Action item: Tell how many lines in the following entries include the word "main", giving the figure alone.

Saved data entries:
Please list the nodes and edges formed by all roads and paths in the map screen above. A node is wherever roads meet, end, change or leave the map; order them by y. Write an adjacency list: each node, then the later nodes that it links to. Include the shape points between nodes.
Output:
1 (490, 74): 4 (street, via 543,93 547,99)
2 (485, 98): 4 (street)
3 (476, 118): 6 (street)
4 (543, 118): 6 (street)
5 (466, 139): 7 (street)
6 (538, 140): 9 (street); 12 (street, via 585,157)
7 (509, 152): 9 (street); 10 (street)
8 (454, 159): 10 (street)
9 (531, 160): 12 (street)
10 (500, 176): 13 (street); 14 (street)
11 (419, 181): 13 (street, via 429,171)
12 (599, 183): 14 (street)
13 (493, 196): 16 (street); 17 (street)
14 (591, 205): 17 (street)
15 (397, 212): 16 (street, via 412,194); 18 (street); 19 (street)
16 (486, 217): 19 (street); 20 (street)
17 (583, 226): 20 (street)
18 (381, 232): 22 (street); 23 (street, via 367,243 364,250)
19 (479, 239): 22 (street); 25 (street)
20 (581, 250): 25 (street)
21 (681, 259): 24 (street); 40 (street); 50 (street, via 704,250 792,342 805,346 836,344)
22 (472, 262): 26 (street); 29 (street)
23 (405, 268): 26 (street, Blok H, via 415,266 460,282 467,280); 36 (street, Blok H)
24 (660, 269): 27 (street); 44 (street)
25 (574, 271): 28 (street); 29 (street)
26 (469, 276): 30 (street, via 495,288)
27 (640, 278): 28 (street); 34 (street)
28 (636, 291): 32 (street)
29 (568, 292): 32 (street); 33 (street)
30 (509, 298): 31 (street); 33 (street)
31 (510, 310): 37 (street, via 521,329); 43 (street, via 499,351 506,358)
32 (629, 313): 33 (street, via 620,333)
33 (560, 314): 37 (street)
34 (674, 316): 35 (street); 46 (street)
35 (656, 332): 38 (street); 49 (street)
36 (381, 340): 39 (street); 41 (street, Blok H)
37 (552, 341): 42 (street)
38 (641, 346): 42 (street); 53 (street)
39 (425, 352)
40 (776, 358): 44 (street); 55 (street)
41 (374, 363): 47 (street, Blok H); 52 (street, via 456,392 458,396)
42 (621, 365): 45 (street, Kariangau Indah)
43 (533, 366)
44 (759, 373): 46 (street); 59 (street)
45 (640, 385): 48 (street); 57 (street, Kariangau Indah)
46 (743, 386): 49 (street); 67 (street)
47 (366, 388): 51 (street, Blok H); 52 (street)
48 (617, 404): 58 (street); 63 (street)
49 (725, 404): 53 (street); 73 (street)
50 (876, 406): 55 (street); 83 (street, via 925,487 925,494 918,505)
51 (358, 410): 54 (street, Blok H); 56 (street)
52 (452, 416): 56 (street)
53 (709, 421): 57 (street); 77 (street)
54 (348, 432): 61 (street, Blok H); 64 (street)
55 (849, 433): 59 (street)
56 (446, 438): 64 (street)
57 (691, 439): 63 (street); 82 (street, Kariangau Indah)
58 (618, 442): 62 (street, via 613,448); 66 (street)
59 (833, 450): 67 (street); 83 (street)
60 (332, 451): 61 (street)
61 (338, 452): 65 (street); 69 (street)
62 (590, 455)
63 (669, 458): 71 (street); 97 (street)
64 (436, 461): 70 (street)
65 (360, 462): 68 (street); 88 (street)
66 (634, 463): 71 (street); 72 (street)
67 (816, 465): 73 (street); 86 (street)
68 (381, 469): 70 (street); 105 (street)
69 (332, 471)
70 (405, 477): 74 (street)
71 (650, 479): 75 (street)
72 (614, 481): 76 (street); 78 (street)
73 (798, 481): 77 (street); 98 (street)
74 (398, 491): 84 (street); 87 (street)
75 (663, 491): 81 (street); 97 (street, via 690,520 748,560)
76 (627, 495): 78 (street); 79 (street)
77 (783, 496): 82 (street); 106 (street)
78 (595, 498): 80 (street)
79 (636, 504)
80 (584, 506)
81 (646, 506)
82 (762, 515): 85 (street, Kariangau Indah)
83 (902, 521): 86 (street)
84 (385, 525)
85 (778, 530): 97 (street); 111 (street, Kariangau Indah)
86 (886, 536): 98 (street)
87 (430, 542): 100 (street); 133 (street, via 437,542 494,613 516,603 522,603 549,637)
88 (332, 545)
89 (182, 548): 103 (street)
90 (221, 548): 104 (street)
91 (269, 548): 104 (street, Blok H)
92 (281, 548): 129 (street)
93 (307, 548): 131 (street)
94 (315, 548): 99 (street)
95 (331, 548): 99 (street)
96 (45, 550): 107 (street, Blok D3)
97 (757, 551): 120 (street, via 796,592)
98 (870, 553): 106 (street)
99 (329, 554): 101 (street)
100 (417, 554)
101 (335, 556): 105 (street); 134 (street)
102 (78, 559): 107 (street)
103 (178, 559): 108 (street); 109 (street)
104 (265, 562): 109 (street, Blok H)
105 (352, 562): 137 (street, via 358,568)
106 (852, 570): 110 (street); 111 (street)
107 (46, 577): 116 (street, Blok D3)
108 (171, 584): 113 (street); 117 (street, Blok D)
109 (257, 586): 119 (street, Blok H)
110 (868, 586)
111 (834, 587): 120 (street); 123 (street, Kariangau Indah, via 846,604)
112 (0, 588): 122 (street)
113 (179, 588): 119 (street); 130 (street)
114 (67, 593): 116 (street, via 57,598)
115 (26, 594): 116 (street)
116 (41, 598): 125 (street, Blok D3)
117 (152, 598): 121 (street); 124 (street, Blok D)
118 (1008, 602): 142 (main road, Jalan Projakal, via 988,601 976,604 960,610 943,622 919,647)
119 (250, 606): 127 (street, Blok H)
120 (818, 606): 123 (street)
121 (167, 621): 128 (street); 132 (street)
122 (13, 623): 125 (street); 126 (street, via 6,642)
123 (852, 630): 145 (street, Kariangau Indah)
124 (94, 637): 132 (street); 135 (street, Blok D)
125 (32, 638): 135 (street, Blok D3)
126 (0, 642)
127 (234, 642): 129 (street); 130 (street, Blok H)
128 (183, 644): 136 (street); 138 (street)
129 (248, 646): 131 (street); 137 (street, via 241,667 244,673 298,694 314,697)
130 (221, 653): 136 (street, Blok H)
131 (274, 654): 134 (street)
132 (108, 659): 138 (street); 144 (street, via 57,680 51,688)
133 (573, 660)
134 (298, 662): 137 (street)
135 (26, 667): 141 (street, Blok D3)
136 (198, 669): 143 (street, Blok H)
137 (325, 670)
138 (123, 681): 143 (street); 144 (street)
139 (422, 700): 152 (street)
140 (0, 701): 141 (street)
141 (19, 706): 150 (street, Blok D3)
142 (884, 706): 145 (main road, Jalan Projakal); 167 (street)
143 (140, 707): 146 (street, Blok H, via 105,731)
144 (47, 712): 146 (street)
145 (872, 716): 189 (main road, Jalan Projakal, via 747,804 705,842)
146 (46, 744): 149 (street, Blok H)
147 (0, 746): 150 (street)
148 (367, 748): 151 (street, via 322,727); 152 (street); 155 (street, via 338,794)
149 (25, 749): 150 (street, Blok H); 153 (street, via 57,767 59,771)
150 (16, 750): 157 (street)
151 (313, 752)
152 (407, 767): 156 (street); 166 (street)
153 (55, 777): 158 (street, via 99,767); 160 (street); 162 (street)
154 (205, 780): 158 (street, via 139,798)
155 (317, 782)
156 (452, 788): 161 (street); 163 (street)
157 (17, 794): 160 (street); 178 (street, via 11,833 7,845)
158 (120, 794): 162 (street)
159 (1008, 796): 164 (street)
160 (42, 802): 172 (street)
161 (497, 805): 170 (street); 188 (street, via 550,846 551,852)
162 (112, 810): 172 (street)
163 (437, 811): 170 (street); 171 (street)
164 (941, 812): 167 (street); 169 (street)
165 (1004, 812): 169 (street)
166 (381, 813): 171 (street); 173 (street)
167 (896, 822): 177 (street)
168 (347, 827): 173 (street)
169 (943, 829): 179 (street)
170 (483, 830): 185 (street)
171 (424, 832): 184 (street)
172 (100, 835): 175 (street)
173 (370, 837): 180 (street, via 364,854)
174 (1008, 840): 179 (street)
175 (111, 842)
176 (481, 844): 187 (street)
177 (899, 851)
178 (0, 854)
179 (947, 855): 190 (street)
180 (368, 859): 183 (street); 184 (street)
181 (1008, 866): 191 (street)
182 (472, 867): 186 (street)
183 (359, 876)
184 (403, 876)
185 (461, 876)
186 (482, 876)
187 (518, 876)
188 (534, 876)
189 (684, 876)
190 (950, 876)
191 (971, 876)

Result below: 3